▶ _Exercise requirements_
Repeat each entry exactly; omit all pictures.

*** Supplied records Section Begins ***

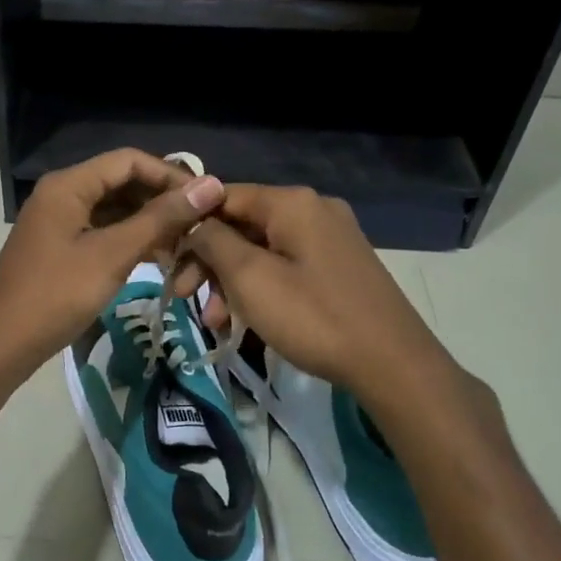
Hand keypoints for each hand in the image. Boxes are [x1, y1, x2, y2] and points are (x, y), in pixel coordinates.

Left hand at [0, 149, 225, 388]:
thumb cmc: (55, 295)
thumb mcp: (112, 255)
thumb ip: (160, 219)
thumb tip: (210, 186)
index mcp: (69, 184)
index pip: (130, 161)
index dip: (170, 176)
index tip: (207, 201)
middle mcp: (63, 194)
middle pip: (122, 182)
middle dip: (161, 200)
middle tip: (200, 227)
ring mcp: (60, 221)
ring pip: (114, 209)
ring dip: (149, 222)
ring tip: (185, 246)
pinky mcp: (61, 247)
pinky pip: (103, 231)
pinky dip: (130, 240)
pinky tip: (157, 258)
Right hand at [184, 185, 453, 405]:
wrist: (393, 363)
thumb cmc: (313, 317)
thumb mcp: (250, 278)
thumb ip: (213, 241)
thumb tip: (194, 223)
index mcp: (292, 202)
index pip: (223, 197)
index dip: (190, 225)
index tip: (167, 260)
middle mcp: (313, 209)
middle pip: (242, 225)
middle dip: (210, 262)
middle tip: (185, 297)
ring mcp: (331, 237)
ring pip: (262, 250)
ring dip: (232, 281)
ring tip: (216, 321)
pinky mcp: (340, 265)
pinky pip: (286, 265)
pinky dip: (261, 287)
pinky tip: (246, 320)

*** Supplied records Section Ends ***

▶ _Task solution_
Hand keypoints for each hand in the image. Boxes are [x1, y1, x2, y2] and points are (x, y), in pixel coordinates.

Left hand at [0, 149, 225, 388]:
thumb cmc: (55, 295)
thumb mcp: (112, 255)
thumb ip: (160, 219)
thumb tip: (210, 186)
index mcp: (69, 184)
index pip: (130, 161)
index dip: (170, 176)
index tip: (207, 201)
middle mcp: (63, 194)
middle pip: (122, 182)
middle dip: (161, 200)
middle tip: (200, 227)
ring mcp: (60, 221)
ring pip: (114, 209)
ring dip: (149, 222)
ring tip: (185, 246)
pinky mcp: (61, 247)
pinky pip: (103, 231)
pinky dip: (130, 240)
pinky tip: (157, 258)
Right hand at [184, 185, 453, 405]:
wrist: (393, 363)
thumb cmc: (313, 317)
thumb mcp: (250, 278)
thumb ip: (213, 241)
thumb tip: (194, 223)
index mcp: (292, 202)
index pip: (223, 197)
index dip: (190, 225)
index tip: (167, 260)
middle mcp: (313, 209)
middle pip: (242, 225)
middle dip: (210, 262)
middle tip: (185, 297)
ring mcp: (331, 237)
ring pip: (262, 250)
ring dip: (232, 281)
ring tip: (216, 321)
pinky mcp: (340, 265)
pinky pip: (286, 265)
pinky dip: (261, 287)
pinky tip: (246, 320)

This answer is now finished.